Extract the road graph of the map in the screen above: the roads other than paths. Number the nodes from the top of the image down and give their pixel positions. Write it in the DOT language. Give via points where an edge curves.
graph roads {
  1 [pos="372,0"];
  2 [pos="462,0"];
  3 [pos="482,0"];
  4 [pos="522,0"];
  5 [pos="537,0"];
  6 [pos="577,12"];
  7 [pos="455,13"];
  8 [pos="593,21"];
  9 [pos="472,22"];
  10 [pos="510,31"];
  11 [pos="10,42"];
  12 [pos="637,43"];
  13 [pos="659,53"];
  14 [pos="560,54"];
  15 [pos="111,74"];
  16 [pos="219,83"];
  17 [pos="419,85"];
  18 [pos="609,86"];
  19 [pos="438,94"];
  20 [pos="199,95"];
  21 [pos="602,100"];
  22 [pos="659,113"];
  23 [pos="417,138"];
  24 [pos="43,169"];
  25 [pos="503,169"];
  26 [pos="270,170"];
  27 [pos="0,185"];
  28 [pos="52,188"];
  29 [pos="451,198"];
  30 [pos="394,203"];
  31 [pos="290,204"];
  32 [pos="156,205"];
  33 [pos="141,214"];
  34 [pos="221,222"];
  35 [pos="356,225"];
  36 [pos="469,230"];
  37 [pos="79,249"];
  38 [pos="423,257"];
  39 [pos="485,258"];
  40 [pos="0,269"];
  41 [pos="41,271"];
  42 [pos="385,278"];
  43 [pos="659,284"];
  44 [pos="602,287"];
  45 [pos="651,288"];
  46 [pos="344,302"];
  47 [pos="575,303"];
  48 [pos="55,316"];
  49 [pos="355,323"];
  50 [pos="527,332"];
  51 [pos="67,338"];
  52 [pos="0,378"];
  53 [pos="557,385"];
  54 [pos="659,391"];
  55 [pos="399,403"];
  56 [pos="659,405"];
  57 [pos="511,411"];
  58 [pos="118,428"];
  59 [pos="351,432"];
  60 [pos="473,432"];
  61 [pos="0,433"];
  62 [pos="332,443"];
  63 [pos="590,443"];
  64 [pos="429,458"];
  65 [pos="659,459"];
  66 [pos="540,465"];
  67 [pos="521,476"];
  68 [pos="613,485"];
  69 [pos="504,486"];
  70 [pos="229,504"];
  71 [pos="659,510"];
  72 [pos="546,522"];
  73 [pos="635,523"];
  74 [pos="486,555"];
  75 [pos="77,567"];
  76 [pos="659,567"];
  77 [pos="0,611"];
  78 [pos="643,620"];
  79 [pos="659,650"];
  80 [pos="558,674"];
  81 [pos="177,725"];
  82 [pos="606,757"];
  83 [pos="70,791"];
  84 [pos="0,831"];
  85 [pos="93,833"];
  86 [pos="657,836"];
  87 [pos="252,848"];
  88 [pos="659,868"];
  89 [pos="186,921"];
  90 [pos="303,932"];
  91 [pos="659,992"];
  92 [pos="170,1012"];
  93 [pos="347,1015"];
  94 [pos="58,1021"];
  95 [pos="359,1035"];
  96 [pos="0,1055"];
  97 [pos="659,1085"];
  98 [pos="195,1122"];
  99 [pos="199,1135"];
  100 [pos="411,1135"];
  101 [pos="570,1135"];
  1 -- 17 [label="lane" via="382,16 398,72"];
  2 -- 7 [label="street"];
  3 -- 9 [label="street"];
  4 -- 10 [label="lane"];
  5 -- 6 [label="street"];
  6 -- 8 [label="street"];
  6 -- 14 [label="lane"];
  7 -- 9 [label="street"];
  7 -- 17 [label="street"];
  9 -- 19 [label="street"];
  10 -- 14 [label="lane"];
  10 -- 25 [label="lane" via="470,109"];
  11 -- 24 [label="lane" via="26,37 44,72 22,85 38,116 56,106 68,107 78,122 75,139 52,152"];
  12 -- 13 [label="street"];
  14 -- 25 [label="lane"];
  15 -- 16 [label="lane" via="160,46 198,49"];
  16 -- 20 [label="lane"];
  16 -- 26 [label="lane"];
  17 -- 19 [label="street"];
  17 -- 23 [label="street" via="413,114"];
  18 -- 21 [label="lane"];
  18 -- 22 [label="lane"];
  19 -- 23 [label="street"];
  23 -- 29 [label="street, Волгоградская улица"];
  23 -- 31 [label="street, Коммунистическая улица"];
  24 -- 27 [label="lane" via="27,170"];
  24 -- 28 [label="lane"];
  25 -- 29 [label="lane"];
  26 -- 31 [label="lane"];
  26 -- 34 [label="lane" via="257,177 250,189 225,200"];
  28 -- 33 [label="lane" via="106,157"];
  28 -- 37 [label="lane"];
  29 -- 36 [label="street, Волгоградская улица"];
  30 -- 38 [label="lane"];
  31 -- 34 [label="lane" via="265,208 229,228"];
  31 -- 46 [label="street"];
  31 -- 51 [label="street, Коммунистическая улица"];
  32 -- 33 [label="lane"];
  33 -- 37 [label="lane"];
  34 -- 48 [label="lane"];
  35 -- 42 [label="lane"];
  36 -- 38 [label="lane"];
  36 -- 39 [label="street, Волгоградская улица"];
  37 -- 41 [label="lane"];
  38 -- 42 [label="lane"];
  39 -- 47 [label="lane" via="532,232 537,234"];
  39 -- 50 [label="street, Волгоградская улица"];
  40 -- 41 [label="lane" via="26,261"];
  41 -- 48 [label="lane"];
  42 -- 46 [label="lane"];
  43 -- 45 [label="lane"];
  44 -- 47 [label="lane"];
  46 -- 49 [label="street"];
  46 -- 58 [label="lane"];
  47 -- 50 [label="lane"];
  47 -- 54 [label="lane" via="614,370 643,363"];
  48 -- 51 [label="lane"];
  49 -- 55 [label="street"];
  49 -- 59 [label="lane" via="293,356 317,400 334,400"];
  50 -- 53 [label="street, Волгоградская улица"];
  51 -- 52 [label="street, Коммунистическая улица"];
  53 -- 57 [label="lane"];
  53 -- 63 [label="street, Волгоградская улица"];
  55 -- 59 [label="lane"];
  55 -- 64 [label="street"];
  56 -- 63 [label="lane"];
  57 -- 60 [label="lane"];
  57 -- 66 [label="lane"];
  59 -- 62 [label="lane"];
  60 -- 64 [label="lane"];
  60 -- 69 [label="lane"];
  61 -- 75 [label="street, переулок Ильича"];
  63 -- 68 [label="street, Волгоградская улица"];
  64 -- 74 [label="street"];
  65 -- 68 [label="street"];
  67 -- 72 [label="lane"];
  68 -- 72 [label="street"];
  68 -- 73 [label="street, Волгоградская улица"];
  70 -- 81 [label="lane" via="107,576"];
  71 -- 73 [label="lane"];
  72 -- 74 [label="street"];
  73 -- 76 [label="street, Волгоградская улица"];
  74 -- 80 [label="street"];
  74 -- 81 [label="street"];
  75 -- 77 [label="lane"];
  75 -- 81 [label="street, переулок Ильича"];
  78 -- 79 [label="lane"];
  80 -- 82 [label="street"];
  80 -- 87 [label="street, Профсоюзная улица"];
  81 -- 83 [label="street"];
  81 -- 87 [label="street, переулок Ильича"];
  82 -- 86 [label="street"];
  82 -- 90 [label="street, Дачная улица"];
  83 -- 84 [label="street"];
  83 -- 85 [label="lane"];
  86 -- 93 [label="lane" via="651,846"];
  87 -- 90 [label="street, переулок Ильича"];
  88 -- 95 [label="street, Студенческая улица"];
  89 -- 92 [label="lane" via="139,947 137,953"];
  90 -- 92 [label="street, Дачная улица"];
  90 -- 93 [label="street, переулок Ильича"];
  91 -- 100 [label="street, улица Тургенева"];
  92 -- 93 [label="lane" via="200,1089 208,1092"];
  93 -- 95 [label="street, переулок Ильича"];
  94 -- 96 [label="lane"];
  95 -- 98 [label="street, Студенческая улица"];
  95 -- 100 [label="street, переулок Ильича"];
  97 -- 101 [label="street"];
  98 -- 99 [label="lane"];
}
+++
WORK TO BE COMPLETED:
Having read the material, transcribe all of it exactly.

RESPONSE AREA:
Extract the road graph of the map in the screen above: the roads other than paths. Number the nodes from the top of the image down and give their pixel positions. Write it in the DOT language. Give via points where an edge curves.
graph roads {
  1 [pos="372,0"];
  2 [pos="462,0"];
  3 [pos="482,0"];
  4 [pos="522,0"];
  5 [pos="537,0"];
  6 [pos="577,12"];
  7 [pos="455,13"];
  8 [pos="593,21"];
  9 [pos="472,22"];
  10 [pos="510,31"];
  11 [pos="10,42"];
  12 [pos="637,43"];
  13 [pos="659,53"];
  14 [pos="560,54"];
  15 [pos="111,74"];
  16 [pos="219,83"];
  17 [pos="419,85"];
  18 [pos="609,86"];
  19 [pos="438,94"];
  20 [pos="199,95"];
  21 [pos="602,100"];
  22 [pos="659,113"];
  23 [pos="417,138"];
  24 [pos="43,169"];
  25 [pos="503,169"];
  26 [pos="270,170"];
  27 [pos="0,185"];
  28 [pos="52,188"];
  29 [pos="451,198"];
  30 [pos="394,203"];
  31 [pos="290,204"];
  32 [pos="156,205"];
  33 [pos="141,214"];
  34 [pos="221,222"];
  35 [pos="356,225"];
  36 [pos="469,230"];
  37 [pos="79,249"];
  38 [pos="423,257"];
  39 [pos="485,258"];
  40 [pos="0,269"];
  41 [pos="41,271"];
  42 [pos="385,278"];
  43 [pos="659,284"];
  44 [pos="602,287"];
  45 [pos="651,288"];
  46 [pos="344,302"];
  47 [pos="575,303"];
  48 [pos="55,316"];
  49 [pos="355,323"];
  50 [pos="527,332"];
  51 [pos="67,338"];
  52 [pos="0,378"];
  53 [pos="557,385"];
  54 [pos="659,391"];
  55 [pos="399,403"];
  56 [pos="659,405"];
  57 [pos="511,411"];
  58 [pos="118,428"];
  59 [pos="351,432"];
  60 [pos="473,432"];
  61 [pos="0,433"];
  62 [pos="332,443"];
  63 [pos="590,443"];
  64 [pos="429,458"];
  65 [pos="659,459"];
  66 [pos="540,465"];
  67 [pos="521,476"];
  68 [pos="613,485"];
  69 [pos="504,486"];
  70 [pos="229,504"];
  71 [pos="659,510"];
  72 [pos="546,522"];
  73 [pos="635,523"];
  74 [pos="486,555"];
  75 [pos="77,567"];
  76 [pos="659,567"];
  77 [pos="0,611"];
  78 [pos="643,620"];
  79 [pos="659,650"];
  80 [pos="558,674"];
  81 [pos="177,725"];
  82 [pos="606,757"];
  83 [pos="70,791"];
  84 [pos="0,831"];
  85 [pos="93,833"];
  86 [pos="657,836"];
  87 [pos="252,848"];
  88 [pos="659,868"];
  89 [pos="186,921"];
  90 [pos="303,932"];
  91 [pos="659,992"];
  92 [pos="170,1012"];
  93 [pos="347,1015"];
  94 [pos="58,1021"];
  95 [pos="359,1035"];
  96 [pos="0,1055"];
  97 [pos="659,1085"];
  98 [pos="195,1122"];
  99 [pos="199,1135"];
  100 [pos="411,1135"];
  101 [pos="570,1135"];
  1 -- 17 [label="lane" via="382,16 398,72"];
  2 -- 7 [label="street"];
  3 -- 9 [label="street"];
  4 -- 10 [label="lane"];
  5 -- 6 [label="street"];
  6 -- 8 [label="street"];
  6 -- 14 [label="lane"];
  7 -- 9 [label="street"];
  7 -- 17 [label="street"];
  9 -- 19 [label="street"];
  10 -- 14 [label="lane"];
  10 -- 25 [label="lane" via="470,109"];
  11 -- 24 [label="lane" via="26,37 44,72 22,85 38,116 56,106 68,107 78,122 75,139 52,152"];
  12 -- 13 [label="street"];
  14 -- 25 [label="lane"];
  15 -- 16 [label="lane" via="160,46 198,49"];
  16 -- 20 [label="lane"];
  16 -- 26 [label="lane"];
  17 -- 19 [label="street"];
  17 -- 23 [label="street" via="413,114"];
  18 -- 21 [label="lane"];
  18 -- 22 [label="lane"];
  19 -- 23 [label="street"];
  23 -- 29 [label="street, Волгоградская улица"];
  23 -- 31 [label="street, Коммунистическая улица"];
  24 -- 27 [label="lane" via="27,170"];
  24 -- 28 [label="lane"];
  25 -- 29 [label="lane"];
  26 -- 31 [label="lane"];
  26 -- 34 [label="lane" via="257,177 250,189 225,200"];
  28 -- 33 [label="lane" via="106,157"];
  28 -- 37 [label="lane"];
  29 -- 36 [label="street, Волгоградская улица"];
  30 -- 38 [label="lane"];
  31 -- 34 [label="lane" via="265,208 229,228"];
  31 -- 46 [label="street"];
  31 -- 51 [label="street, Коммунистическая улица"];
  32 -- 33 [label="lane"];
  33 -- 37 [label="lane"];
  34 -- 48 [label="lane"];
  35 -- 42 [label="lane"];
  36 -- 38 [label="lane"];
  36 -- 39 [label="street, Волгоградская улица"];
  37 -- 41 [label="lane"];
  38 -- 42 [label="lane"];
  39 -- 47 [label="lane" via="532,232 537,234"];
  39 -- 50 [label="street, Волгоградская улица"];
  40 -- 41 [label="lane" via="26,261"];
  41 -- 48 [label="lane"];
  42 -- 46 [label="lane"];
  43 -- 45 [label="lane"];
  44 -- 47 [label="lane"];
  46 -- 49 [label="street"];
  46 -- 58 [label="lane"];
  47 -- 50 [label="lane"];
  47 -- 54 [label="lane" via="614,370 643,363"];
  48 -- 51 [label="lane"];
  49 -- 55 [label="street"];
  49 -- 59 [label="lane" via="293,356 317,400 334,400"];
  50 -- 53 [label="street, Волгоградская улица"];
  51 -- 52 [label="street, Коммунистическая улица"];
  53 -- 57 [label="lane"];
  53 -- 63 [label="street, Волгоградская улица"];
  55 -- 59 [label="lane"];
  55 -- 64 [label="street"];
  56 -- 63 [label="lane"];
  57 -- 60 [label="lane"];
  57 -- 66 [label="lane"];
  59 -- 62 [label="lane"];
  60 -- 64 [label="lane"];
  60 -- 69 [label="lane"];
  61 -- 75 [label="street, переулок Ильича"];
  63 -- 68 [label="street, Волгоградская улица"];
  64 -- 74 [label="street"];
  65 -- 68 [label="street"];
  67 -- 72 [label="lane"];
  68 -- 72 [label="street"];
  68 -- 73 [label="street, Волгоградская улица"];
  70 -- 81 [label="lane" via="107,576"];
  71 -- 73 [label="lane"];
  72 -- 74 [label="street"];
  73 -- 76 [label="street, Волгоградская улица"];
  74 -- 80 [label="street"];
  74 -- 81 [label="street"];
  75 -- 77 [label="lane"];
  75 -- 81 [label="street, переулок Ильича"];
  78 -- 79 [label="lane"];
  80 -- 82 [label="street"];
  80 -- 87 [label="street, Профсоюзная улица"];
  81 -- 83 [label="street"];
  81 -- 87 [label="street, переулок Ильича"];
  82 -- 86 [label="street"];
  82 -- 90 [label="street, Дачная улица"];
  83 -- 84 [label="street"];
  83 -- 85 [label="lane"];
  86 -- 93 [label="lane" via="651,846"];
  87 -- 90 [label="street, переулок Ильича"];
  88 -- 95 [label="street, Студенческая улица"];
  89 -- 92 [label="lane" via="139,947 137,953"];
  90 -- 92 [label="street, Дачная улица"];
  90 -- 93 [label="street, переулок Ильича"];
  91 -- 100 [label="street, улица Тургенева"];
  92 -- 93 [label="lane" via="200,1089 208,1092"];
  93 -- 95 [label="street, переулок Ильича"];
  94 -- 96 [label="lane"];
  95 -- 98 [label="street, Студенческая улица"];
  95 -- 100 [label="street, переулок Ильича"];
  97 -- 101 [label="street"];
  98 -- 99 [label="lane"];
}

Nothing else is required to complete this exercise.